Within the entries that follow, show each line where the word "Left" occurs.

Stored data:
▬▬▬▬▬▬▬▬▬▬

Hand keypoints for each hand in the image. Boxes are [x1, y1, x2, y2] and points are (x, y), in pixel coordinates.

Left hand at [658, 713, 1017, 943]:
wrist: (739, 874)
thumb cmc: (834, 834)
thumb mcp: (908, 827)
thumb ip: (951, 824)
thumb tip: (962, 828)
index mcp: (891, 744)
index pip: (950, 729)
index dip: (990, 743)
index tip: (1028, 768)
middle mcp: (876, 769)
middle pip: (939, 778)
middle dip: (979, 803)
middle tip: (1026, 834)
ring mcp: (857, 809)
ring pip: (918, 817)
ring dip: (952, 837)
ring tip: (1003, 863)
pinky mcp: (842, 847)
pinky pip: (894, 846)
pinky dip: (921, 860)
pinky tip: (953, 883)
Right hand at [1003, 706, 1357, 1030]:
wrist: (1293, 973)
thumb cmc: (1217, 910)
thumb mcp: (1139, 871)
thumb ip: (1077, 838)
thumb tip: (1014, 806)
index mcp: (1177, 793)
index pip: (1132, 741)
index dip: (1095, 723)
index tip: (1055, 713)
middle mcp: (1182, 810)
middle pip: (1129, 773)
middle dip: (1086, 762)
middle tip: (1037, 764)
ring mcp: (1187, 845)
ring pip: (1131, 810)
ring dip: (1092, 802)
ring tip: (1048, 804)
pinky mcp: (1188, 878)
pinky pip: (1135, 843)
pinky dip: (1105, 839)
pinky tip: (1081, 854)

▬▬▬▬▬▬▬▬▬▬

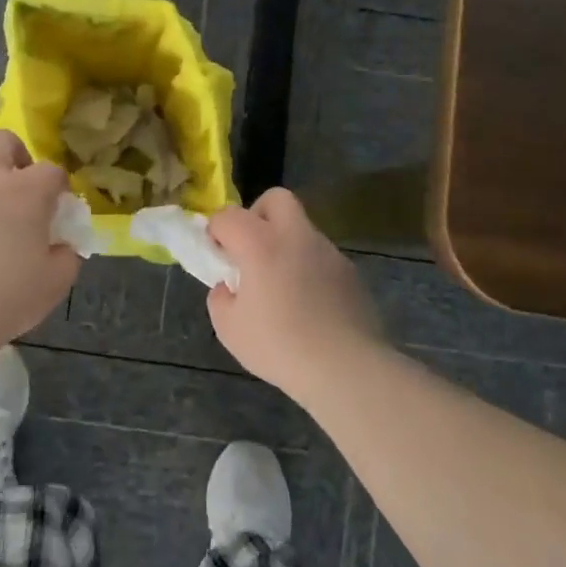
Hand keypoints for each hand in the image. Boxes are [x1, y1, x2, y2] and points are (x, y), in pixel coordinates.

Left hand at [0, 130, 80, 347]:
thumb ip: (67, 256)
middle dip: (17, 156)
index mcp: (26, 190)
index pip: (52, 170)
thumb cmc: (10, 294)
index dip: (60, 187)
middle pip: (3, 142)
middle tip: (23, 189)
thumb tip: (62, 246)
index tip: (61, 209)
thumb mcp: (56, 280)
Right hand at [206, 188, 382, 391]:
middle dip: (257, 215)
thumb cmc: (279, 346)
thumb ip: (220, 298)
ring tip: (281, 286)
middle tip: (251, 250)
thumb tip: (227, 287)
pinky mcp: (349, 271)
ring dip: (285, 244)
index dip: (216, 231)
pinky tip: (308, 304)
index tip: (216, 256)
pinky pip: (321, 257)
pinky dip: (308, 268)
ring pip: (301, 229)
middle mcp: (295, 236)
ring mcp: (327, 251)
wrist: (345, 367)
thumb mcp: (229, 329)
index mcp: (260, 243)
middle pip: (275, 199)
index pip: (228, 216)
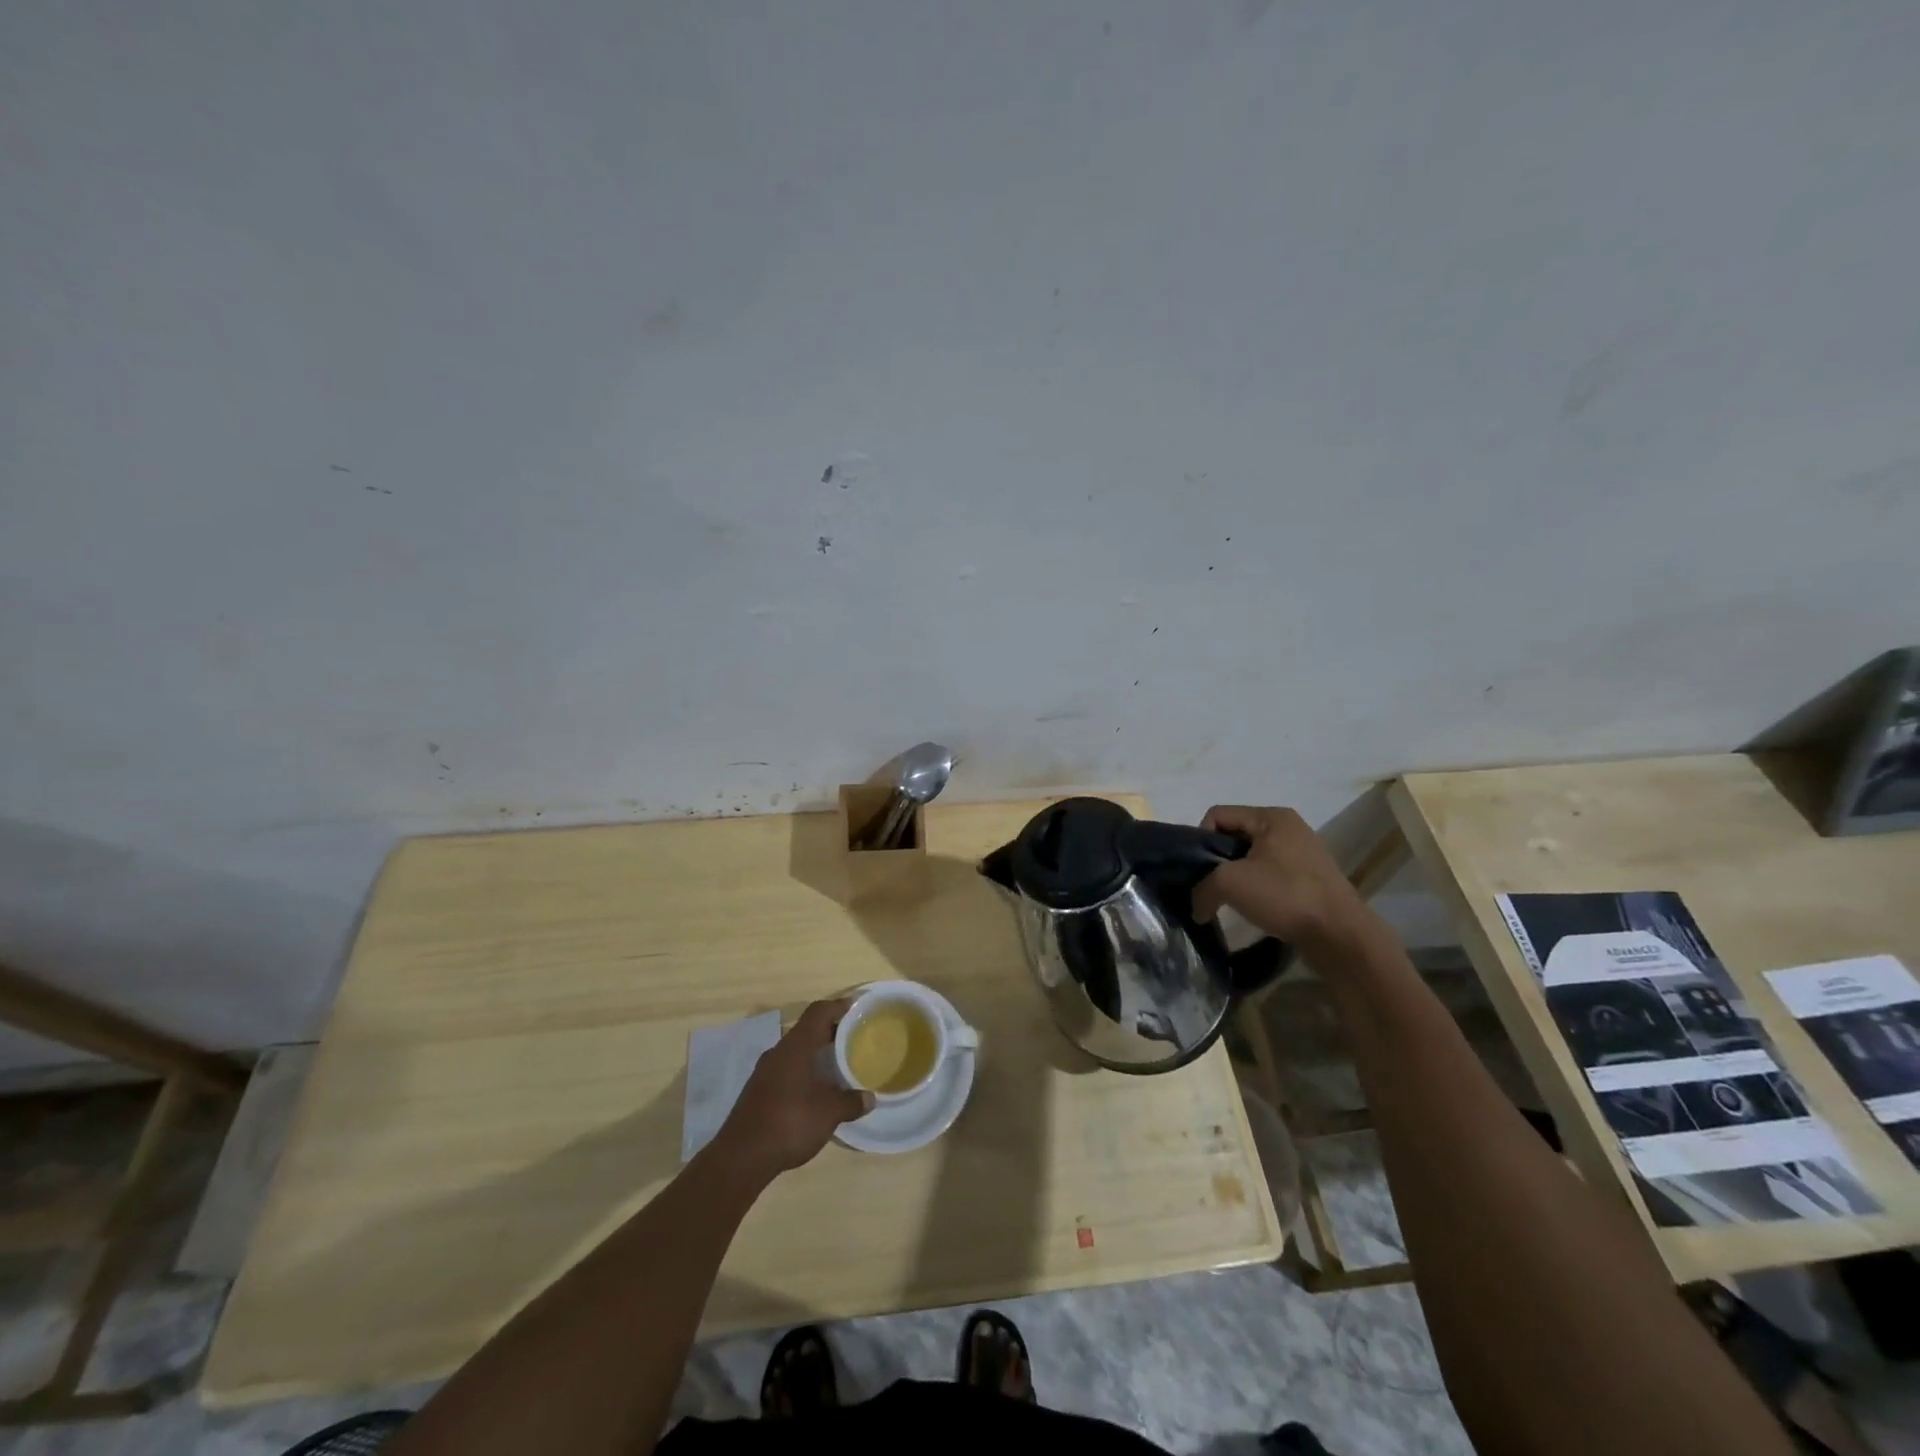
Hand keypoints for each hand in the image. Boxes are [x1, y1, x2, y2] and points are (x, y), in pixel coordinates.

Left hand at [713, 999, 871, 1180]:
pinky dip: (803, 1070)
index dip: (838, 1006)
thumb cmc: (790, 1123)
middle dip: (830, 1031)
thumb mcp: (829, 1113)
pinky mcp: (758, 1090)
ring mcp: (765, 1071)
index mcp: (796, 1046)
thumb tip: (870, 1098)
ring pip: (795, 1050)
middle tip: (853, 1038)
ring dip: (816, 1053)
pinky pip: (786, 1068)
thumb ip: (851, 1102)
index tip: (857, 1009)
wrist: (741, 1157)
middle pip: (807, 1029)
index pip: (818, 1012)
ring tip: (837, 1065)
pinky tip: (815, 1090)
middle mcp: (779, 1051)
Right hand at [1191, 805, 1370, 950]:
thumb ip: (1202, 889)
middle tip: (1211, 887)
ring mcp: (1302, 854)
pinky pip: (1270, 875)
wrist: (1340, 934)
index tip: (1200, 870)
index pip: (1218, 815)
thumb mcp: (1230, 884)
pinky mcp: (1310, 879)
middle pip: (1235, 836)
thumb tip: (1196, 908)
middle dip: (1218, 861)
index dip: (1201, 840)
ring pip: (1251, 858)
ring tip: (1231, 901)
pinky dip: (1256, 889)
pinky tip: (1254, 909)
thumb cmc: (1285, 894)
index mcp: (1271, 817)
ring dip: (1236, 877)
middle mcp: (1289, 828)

▬▬▬▬▬▬▬▬▬▬

== RESPONSE BELOW ==
Left hand at [658, 713, 1017, 943]:
Left hand at [0, 130, 80, 347]:
Left hand at [713, 999, 871, 1180]:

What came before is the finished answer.